Now, my purpose is to build a neural network, to train it with 600 couple of data and to predict the other 200 y. Here is my code:
import numpy as np
import matplotlib.pyplot as plt
from google.colab import files
import tensorflow as tf
import math
import keras
import pandas as pd
from keras.models import Sequential
from keras.layers import Dense, Activation, Dropout
from keras.callbacks import EarlyStopping, ModelCheckpoint
df = pd.read_xml(io.BytesIO(uploaded['Book1.xml']))
arr_tot = pd.DataFrame(df).to_numpy()
x_data = arr_tot[0:600,0]/5
y_data = arr_tot[0:600,1]/70
x_test = arr_tot[0:800,0]/5
y_test = arr_tot[0:800,1]/70
This was preliminary part. Now I define the NN model:
model = keras.Sequential()
model.add(keras.layers.Dense(units = 1, activation = 'linear', input_shape=[1]))
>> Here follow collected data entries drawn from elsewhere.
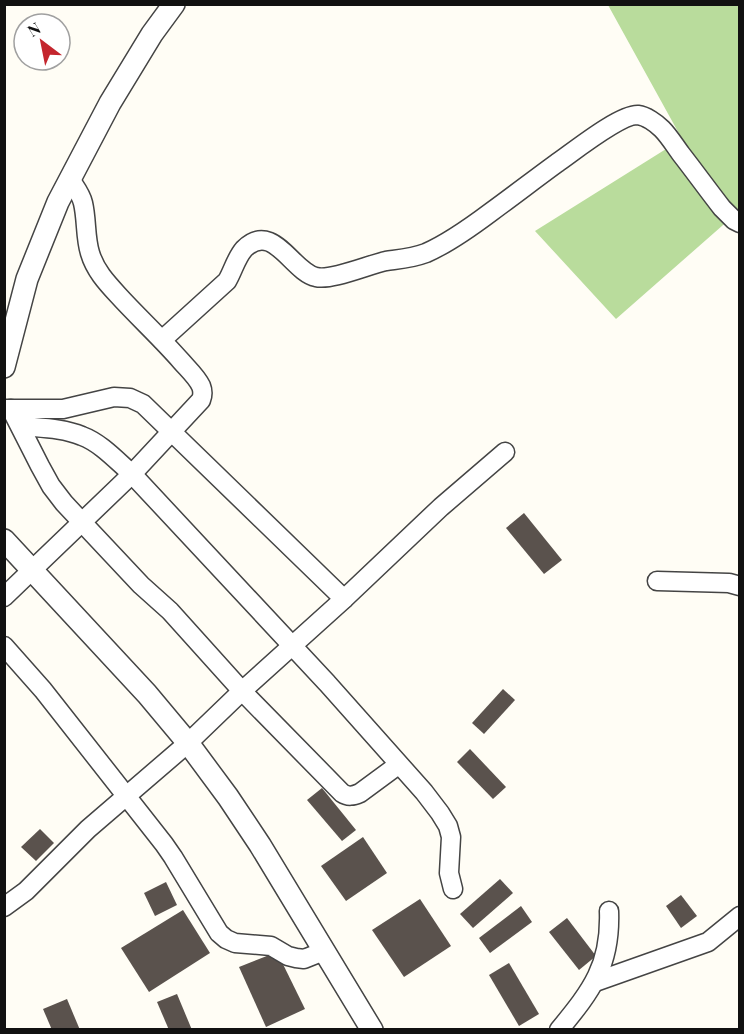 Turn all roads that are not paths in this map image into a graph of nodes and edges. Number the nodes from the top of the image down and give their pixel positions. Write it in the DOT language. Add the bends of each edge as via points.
graph roads {
  1 [pos="174,4"];
  2 [pos="70,179"];
  3 [pos="740,224"];
  4 [pos="162,340"];
  5 [pos="4,367"];
  6 [pos="8,409"];
  7 [pos="21,426"];
  8 [pos="172,431"];
  9 [pos="505,452"];
  10 [pos="132,474"];
  11 [pos="81,522"];
  12 [pos="4,540"];
  13 [pos="33,570"];
  14 [pos="657,581"];
  15 [pos="740,586"];
  16 [pos="4,597"];
  17 [pos="344,599"];
  18 [pos="4,646"];
  19 [pos="292,646"];
  20 [pos="242,691"];
  21 [pos="188,743"];
  22 [pos="398,765"];
  23 [pos="125,796"];
  24 [pos="453,889"];
  25 [pos="4,907"];
  26 [pos="609,911"];
  27 [pos="740,916"];
  28 [pos="324,951"];
  29 [pos="595,982"];
  30 [pos="372,1029"];
  31 [pos="559,1029"];
  1 -- 2 [label="street" via="110,103"];
  2 -- 4 [label="street" via="83,203 90,254 101,277"];
  2 -- 5 [label="street" via="27,279"];
  3 -- 4 [label="street" via="722,208 662,129 637,115 591,139 471,227 424,254 326,278 314,277 267,241 251,244 238,257 227,281"];
  4 -- 8 [label="street" via="203,390 201,400"];
  6 -- 7 [label="street"];
  6 -- 8 [label="street" via="63,409 114,397 130,398 143,404"];
  7 -- 10 [label="street" via="84,436"];
  7 -- 11 [label="street" via="51,486"];
  8 -- 10 [label="street"];
  8 -- 17 [label="street"];
  9 -- 17 [label="street"];
  10 -- 11 [label="street"];
  10 -- 19 [label="street"];
  11 -- 13 [label="street"];
  11 -- 20 [label="street" via="170,611"];
  12 -- 13 [label="street"];
  13 -- 16 [label="street"];
  13 -- 21 [label="street"];
  14 -- 15 [label="street"];
  17 -- 19 [label="street"];
  18 -- 23 [label="street"];
  19 -- 20 [label="street"];
  19 -- 22 [label="street"];
  20 -- 21 [label="street"];
  20 -- 22 [label="street" via="346,796 360,793"];
  21 -- 23 [label="street"];
  21 -- 28 [label="street" via="260,845"];
  22 -- 24 [label="street" via="448,826"];
  23 -- 25 [label="street" via="26,891"];
  23 -- 28 [label="street" via="173,857 226,939 271,946 288,956 304,959"];
  26 -- 29 [label="street" via="606,956"];
  27 -- 29 [label="street" via="708,942"];
  28 -- 30 [label="street"];
  29 -- 31 [label="street"];
}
model.add(keras.layers.Dense(units = 64, activation = 'relu'))
model.add(Dropout(0.1))
model.add(keras.layers.Dense(units = 64, activation = 'relu'))
model.add(Dropout(0.2))
model.add(keras.layers.Dense(units = 1, activation = 'tanh'))
model.compile(loss='mse', optimizer="adam", metrics=['mse'])
early_stopping_monitor = EarlyStopping(patience=20, monitor='val_mse')
model_checkpoint_callback = ModelCheckpoint(filepath='best_model.hdf5',
monitor='val_mse',
mode='auto',
save_best_only=True,
verbose=1)
Now, the NN could be executed:
history = model.fit(x_data,y_data,
validation_data=(x_test,y_test),
epochs=200,
callbacks=[early_stopping_monitor,model_checkpoint_callback])
# Compute the output
y_predicted = model.predict(x_test)
# Display the result
plt.scatter(x_test[::1], y_test[::1])
plt.plot(x_data, y_data, 'g', x_test, y_predicted, 'r', linewidth=4)
plt.grid()
plt.show()
The main problem is the "prediction part", the 200 points that the NN should predict out of the input range is totally linear.
In red, predicted y. In green/blue, correct values.
I'm not sure about that, but a NN should be capable of "learn" the relation between inputs and ouputs, and to extend the relation to "new input", even if these input are out of the training input range. Is this wrong? NN are useful only to "best interpolate" data and to predict only with input inside training range? Or, more probably, my code is wrong?